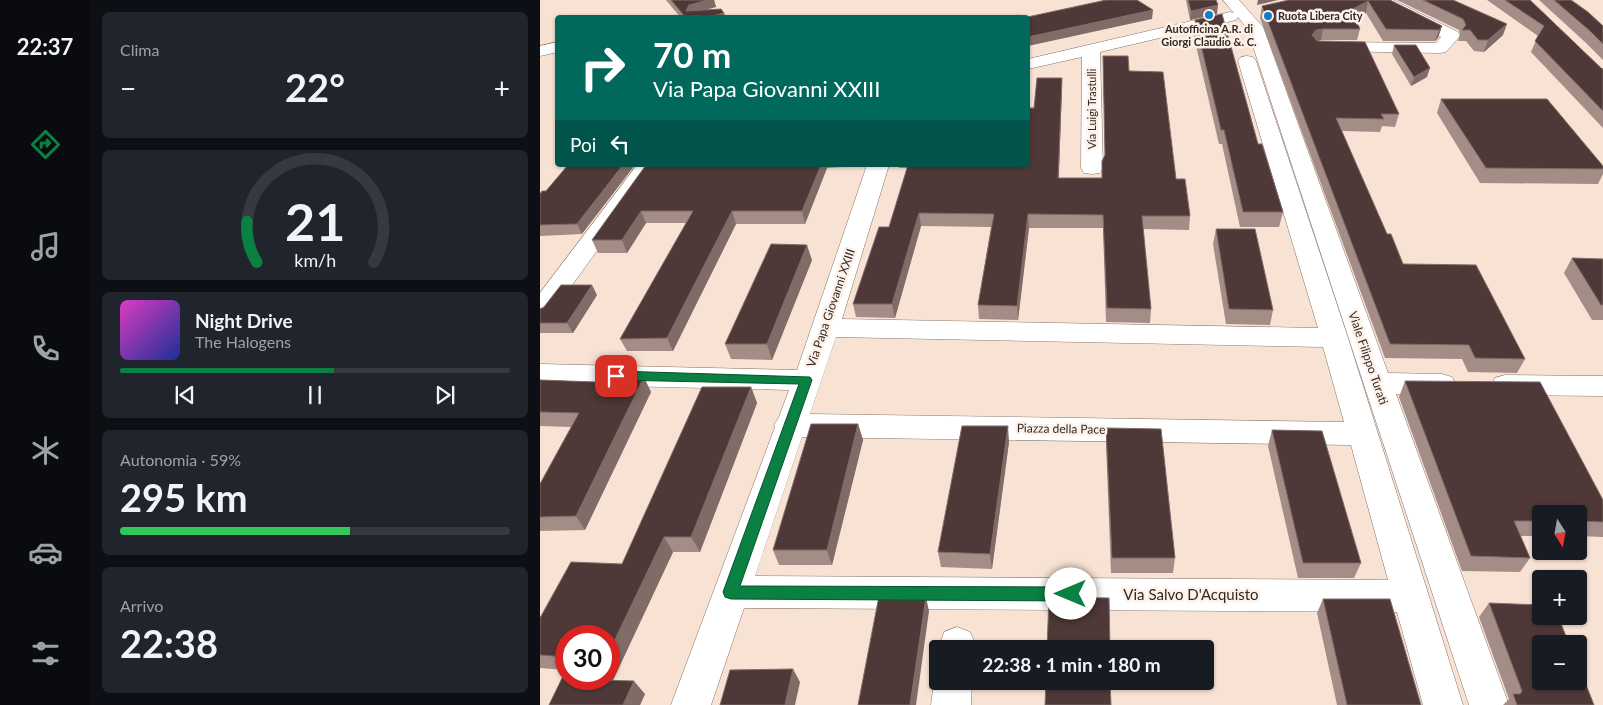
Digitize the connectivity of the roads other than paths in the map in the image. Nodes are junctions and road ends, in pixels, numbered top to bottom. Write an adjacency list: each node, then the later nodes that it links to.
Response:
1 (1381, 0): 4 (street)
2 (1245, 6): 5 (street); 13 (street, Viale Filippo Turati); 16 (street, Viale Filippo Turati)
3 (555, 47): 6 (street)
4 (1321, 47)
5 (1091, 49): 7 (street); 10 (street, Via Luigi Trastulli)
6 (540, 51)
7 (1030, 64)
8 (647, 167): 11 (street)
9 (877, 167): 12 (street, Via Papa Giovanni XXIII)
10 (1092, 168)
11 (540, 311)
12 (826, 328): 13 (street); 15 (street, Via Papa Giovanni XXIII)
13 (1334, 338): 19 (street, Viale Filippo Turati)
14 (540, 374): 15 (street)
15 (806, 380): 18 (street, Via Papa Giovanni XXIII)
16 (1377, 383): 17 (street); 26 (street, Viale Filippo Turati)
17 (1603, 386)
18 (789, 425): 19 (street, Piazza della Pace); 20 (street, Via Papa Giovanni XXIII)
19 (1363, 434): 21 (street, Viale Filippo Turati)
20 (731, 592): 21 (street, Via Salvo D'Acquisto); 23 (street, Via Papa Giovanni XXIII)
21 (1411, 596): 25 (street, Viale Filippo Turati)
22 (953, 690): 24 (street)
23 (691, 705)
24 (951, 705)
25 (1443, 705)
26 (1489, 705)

* * *

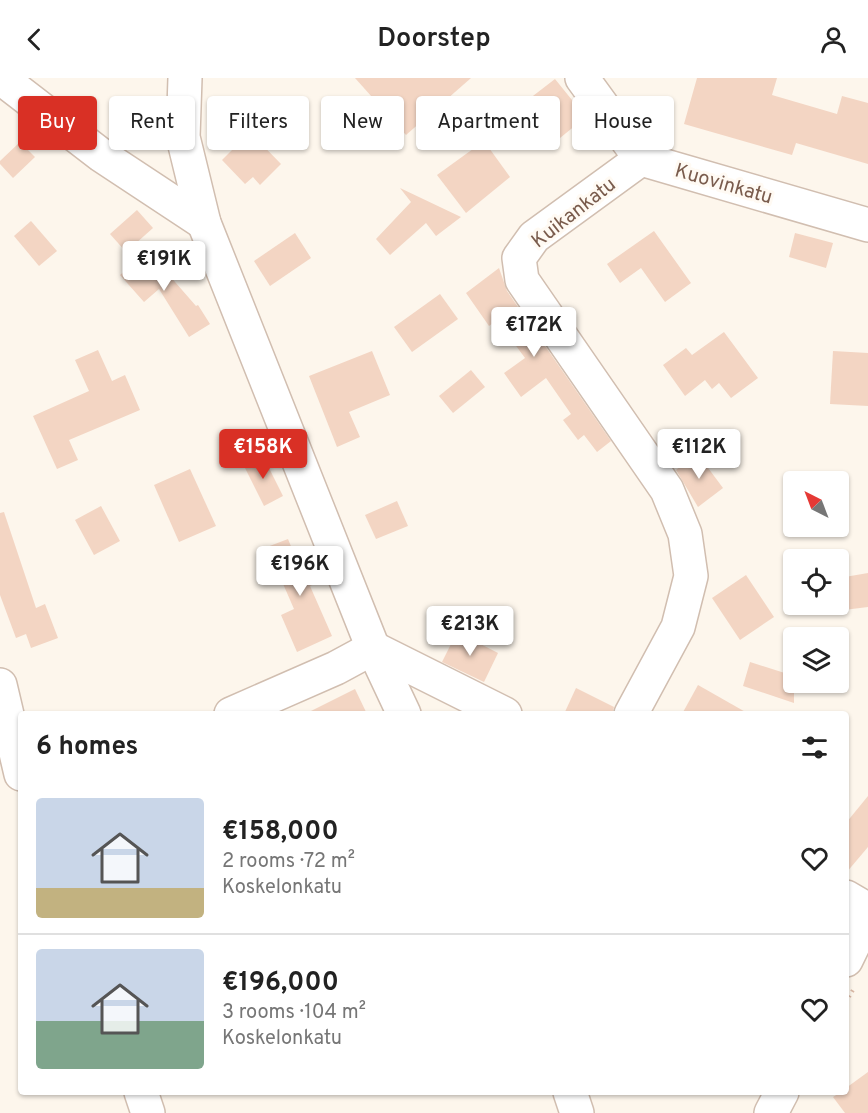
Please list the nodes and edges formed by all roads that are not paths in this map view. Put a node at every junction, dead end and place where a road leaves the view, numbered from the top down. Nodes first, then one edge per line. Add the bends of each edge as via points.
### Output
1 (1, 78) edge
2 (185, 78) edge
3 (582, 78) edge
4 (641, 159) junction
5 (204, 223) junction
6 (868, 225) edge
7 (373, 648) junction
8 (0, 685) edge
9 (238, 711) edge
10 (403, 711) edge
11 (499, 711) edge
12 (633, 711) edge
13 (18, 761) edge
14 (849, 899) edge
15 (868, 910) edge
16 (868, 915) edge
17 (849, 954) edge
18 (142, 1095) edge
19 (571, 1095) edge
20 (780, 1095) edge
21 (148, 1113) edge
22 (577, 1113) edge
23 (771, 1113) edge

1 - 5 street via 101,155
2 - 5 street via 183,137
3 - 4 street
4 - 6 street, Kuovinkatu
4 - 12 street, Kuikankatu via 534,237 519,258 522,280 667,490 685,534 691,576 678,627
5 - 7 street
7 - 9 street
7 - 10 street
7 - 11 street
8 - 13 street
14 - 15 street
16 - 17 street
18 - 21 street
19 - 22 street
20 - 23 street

Directions
Show all lines from the entries that hold "node".

Task response
Digitize the connectivity of the roads other than paths in the map in the image. Nodes are junctions and road ends, in pixels, numbered top to bottom. Write an adjacency list: each node, then the later nodes that it links to.
Please list the nodes and edges formed by all roads that are not paths in this map view. Put a node at every junction, dead end and place where a road leaves the view, numbered from the top down. Nodes first, then one edge per line. Add the bends of each edge as via points.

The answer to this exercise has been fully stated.